Natural language understanding

Conversational bots today are typically built using a separate component responsible for interpreting user utterances into intents, while picking up predefined entities from the input. An example of such component is Microsoft LUIS cloud service, which currently understands 11 different languages – but not finnish.

Teaching the model

In modern implementations, the AI model responsible for interpreting user input into intents is taught by entering a number of example utterances, which each are given an intent value. For example, “I want to order a cab” would correlate with user intent “ORDER_TAXI”. You usually enter more than one example for each intent to make identifying the intent more reliable. Model size typically varies from few hundred to several thousand examples.

Using the model

The user input is fed to the model, and the AI returns information which example(s) the input text correlated best with. Model may also return certain variables (like location, time, product name etc.) picked up from the input line. Or the model may return that input does not really match any of the examples.

Kalle and finnish language understanding

Original Kalle’s language understanding was already based on the mechanism used today: Take the user input, and try to match it to the examples contained in the model and return the most likely intent of the user. Kalle’s approach was completely algorithmic – no AI was involved. Or needed for such a simple purpose.

Kalle’s engine tries to find either a phrase, whole word or a morpheme (smallest meaningful part of a word – very important in understanding finnish language) from the user input. As soon as match is found, the engine returns the “intent” defined for the finding. Kalle can also pick up potential variables from the input, like what the user said that he/she fears.

Producing finnish language

Kalle’s engine searches the database for all phrases that matches the intent found, and randomly returns one of the findings. The text is then slightly corrected to produce better finnish conjugation before it is returned to the user.
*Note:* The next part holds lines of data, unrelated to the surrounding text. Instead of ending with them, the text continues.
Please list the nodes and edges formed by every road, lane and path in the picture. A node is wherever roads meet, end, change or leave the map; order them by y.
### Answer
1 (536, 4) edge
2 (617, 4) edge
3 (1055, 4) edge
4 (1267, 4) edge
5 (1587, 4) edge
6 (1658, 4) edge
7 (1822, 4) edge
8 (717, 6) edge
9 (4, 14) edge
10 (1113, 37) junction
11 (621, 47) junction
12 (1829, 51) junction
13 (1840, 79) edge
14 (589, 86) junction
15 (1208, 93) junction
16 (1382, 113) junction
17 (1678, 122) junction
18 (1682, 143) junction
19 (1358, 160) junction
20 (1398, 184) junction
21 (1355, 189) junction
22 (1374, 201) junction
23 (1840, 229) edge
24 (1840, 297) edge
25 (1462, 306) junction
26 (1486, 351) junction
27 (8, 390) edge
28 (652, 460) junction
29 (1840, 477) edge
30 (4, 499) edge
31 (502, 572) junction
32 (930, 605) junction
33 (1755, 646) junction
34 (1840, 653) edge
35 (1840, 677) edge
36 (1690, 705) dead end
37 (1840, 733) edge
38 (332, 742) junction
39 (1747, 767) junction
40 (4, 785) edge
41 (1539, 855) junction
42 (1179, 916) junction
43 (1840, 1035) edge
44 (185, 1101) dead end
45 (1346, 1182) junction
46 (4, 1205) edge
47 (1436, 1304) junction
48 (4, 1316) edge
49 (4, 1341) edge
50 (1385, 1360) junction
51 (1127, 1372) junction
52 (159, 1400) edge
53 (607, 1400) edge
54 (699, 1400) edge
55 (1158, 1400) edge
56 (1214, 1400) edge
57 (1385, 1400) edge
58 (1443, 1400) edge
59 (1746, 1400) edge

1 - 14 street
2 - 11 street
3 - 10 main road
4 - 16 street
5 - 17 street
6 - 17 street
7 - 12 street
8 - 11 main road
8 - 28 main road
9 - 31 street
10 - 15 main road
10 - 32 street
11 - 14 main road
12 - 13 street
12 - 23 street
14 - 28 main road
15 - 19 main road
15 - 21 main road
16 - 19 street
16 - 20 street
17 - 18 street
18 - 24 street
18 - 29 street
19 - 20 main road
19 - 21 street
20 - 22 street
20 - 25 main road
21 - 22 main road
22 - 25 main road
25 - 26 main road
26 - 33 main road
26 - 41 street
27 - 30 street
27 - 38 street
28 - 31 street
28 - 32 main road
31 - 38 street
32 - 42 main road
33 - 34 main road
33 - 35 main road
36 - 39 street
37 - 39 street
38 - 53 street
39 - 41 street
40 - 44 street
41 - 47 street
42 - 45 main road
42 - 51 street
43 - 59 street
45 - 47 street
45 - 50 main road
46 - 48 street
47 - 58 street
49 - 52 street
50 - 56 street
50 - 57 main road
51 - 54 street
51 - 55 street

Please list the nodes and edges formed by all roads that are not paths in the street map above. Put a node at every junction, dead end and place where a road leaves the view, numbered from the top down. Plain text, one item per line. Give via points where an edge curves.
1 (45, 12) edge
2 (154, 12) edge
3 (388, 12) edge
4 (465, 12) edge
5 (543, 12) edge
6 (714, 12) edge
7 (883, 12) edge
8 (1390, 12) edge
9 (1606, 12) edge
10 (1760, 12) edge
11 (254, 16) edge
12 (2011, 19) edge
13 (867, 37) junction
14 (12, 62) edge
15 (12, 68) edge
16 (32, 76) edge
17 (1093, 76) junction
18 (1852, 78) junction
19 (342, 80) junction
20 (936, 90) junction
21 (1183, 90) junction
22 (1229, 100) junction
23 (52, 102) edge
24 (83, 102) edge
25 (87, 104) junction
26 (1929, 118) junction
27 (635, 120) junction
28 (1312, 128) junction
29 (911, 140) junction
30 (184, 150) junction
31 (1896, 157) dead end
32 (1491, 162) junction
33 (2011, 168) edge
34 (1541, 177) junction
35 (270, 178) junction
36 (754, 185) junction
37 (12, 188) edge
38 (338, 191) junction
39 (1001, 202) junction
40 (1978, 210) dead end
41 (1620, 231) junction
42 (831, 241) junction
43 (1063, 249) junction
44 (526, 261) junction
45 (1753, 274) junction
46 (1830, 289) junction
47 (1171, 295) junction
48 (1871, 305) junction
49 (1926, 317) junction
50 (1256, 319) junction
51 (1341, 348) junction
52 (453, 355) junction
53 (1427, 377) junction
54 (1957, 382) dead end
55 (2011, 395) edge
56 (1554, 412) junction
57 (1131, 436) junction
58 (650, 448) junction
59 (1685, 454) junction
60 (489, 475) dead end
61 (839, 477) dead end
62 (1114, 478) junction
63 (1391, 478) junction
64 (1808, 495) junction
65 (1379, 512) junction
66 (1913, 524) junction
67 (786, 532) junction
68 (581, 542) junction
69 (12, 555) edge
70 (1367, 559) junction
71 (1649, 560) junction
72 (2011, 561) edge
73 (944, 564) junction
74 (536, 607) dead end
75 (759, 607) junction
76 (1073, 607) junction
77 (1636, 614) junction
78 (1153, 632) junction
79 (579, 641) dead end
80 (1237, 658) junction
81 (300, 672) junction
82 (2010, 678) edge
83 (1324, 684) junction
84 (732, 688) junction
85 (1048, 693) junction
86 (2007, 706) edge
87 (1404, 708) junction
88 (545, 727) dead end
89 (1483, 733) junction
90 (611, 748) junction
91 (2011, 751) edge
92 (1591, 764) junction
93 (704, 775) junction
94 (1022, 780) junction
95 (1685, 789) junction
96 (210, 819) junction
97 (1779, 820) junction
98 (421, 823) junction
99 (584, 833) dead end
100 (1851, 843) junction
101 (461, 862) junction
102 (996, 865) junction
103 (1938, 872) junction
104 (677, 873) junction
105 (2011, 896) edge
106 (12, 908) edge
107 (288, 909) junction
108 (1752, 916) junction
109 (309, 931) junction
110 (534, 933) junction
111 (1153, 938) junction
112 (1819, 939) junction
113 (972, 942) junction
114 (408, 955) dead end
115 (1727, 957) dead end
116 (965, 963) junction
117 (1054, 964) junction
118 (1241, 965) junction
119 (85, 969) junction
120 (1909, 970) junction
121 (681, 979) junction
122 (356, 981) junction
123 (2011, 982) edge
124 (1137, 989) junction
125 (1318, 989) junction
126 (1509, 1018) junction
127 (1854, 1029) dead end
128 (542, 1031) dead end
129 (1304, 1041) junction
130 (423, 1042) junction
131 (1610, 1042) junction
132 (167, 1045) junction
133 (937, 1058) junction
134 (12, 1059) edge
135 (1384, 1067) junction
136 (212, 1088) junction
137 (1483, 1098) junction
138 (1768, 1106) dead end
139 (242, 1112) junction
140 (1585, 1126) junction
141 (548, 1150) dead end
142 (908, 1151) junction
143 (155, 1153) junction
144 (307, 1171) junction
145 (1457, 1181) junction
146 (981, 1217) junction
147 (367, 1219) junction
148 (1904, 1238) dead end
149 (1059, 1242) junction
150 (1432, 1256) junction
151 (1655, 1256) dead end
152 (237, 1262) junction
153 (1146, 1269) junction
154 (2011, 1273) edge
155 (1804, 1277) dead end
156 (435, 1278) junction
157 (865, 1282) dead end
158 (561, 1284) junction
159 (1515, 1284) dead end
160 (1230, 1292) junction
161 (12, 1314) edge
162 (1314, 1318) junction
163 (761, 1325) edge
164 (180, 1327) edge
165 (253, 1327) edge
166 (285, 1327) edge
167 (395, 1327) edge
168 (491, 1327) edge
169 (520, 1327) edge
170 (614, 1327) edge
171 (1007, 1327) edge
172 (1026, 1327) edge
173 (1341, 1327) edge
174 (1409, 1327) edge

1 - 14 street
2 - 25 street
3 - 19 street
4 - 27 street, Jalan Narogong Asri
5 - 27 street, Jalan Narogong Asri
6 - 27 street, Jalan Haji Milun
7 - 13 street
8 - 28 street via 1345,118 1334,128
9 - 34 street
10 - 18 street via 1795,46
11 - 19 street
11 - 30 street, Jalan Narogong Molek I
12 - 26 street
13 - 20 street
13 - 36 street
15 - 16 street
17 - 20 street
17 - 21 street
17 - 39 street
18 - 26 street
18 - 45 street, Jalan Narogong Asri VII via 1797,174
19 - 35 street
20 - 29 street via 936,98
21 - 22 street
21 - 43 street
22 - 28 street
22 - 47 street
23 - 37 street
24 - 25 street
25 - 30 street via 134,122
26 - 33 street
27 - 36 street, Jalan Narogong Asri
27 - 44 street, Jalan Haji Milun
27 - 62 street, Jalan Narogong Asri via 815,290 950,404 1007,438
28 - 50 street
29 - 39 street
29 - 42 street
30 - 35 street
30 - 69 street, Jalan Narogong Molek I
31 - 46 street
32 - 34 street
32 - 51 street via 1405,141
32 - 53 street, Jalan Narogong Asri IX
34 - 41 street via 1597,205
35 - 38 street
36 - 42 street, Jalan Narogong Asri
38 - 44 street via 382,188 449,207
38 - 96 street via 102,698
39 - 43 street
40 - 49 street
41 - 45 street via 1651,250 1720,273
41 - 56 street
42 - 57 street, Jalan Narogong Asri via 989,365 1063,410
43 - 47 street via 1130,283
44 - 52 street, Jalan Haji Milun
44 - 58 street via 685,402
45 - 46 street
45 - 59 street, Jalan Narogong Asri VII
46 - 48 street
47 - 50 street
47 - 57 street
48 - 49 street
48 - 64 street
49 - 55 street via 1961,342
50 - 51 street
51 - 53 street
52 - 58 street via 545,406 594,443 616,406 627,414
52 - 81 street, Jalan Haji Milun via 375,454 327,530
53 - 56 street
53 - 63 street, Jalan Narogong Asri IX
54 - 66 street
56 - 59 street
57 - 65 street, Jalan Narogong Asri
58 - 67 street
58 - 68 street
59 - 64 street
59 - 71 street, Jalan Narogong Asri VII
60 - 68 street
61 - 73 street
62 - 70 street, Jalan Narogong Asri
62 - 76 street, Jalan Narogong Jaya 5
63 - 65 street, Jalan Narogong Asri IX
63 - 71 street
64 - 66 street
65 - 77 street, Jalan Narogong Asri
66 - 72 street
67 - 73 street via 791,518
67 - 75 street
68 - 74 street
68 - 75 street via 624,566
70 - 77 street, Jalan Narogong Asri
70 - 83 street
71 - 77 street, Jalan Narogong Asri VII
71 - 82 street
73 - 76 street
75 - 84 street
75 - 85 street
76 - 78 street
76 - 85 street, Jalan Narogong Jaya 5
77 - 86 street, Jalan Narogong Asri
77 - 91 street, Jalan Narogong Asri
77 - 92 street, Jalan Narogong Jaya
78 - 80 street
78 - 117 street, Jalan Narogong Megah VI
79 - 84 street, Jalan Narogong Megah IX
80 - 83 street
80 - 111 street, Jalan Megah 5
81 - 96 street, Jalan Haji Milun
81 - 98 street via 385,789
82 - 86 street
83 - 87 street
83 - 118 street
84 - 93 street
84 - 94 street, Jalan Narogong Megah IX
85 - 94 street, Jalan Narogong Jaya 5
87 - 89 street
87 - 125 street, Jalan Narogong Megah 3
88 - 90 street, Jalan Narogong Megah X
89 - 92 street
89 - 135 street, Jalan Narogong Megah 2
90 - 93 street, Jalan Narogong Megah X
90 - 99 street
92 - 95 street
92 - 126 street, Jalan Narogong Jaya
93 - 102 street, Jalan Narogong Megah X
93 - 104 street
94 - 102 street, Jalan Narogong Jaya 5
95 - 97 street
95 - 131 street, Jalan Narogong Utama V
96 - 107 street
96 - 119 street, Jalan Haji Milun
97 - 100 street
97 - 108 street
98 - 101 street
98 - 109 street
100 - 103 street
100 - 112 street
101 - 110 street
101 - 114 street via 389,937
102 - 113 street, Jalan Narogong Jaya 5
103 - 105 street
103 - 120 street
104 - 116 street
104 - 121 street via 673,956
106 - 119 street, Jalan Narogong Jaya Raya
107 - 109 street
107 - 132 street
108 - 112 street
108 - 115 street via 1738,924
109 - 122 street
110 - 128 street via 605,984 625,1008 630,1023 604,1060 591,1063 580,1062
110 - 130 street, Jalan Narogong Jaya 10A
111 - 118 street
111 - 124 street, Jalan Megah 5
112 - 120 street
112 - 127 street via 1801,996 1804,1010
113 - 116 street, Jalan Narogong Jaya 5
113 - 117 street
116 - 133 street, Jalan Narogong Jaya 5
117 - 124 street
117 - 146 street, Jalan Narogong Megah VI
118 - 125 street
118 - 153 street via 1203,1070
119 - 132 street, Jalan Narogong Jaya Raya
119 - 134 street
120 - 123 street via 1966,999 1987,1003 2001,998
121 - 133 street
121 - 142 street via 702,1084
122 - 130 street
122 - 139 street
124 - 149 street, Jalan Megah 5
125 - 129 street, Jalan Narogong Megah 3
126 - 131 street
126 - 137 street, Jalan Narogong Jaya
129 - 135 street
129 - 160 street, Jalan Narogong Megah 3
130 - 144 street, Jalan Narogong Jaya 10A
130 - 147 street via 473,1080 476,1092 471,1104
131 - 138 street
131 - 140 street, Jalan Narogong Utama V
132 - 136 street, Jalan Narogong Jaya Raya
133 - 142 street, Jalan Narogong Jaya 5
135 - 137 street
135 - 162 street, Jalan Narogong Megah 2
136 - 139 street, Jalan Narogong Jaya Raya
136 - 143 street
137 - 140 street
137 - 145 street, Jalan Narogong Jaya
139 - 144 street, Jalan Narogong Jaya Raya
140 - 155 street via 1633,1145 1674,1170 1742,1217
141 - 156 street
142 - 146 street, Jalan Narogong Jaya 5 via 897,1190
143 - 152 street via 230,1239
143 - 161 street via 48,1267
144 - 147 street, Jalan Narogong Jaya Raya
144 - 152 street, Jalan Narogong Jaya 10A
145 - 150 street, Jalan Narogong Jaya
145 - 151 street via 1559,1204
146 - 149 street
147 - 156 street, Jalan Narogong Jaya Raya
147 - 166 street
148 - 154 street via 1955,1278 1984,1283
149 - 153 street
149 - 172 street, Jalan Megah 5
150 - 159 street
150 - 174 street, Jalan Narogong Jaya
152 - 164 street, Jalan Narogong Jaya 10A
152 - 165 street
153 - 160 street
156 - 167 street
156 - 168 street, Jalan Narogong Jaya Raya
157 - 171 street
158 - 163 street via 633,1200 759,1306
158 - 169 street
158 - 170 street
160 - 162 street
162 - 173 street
How to define Kalle’s intelligence?

The intents and matching phrases are defined on an Excel file. The “intent” rows contain keyed examples that the engine is looking from the user input. The matching “Phrase” rows determine the alternative answers. If nothing matches “NO_COMPUTE” is returned. By altering this Excel, Kalle can be modified for a totally different purpose.

Kalle and mainstream

Finnish is globally a marginal language with only 6 million speakers. And some claim that finnish is one of the most difficult languages to learn. Unfortunately – this means that reasonably priced and ready to use language understanding solutions from the big players are not to be expected any time soon – if ever. Finnish language with it’s slightly challenging word conjugations make it also a difficult task for mainstream language AI solutions. To get even with the mainstream, we need to develop our own language understanding modules tailored for our language.

Kalle: Lessons learned

While making the new Kalle I really tried to find an existing finnish language understanding component to translate user input to intents. Can it be that no such component already exist?

Thanks to this excercise and Kasvi’s original source codes I now have at least a beginning of such component that I can continue to build on. It’s not much by any means (the bots wouldn’t pass the Turing test), but it can already be used to quickly produce finnish speaking Frequently Asked Questions (FAQ) bots. I’ll most likely continue on this on my free time; Maybe Wildcode will one day publish the first finnish understanding REST-api service for other bot builders to use?

Another point that needs to be developed further is bot’s understanding of context. Kalle remembers user’s last input line, so it can nag about user repeating him/herself. Everything other than that is like Kalle met the person for the first time. The sense of conversation context (or to be exact – the lack of sense) is one of the most difficult concept for any conversational bot. Siri, Cortana, Alexa, Xiaoice – all are affected by this problem. In general – no good solutions exist in the field of study.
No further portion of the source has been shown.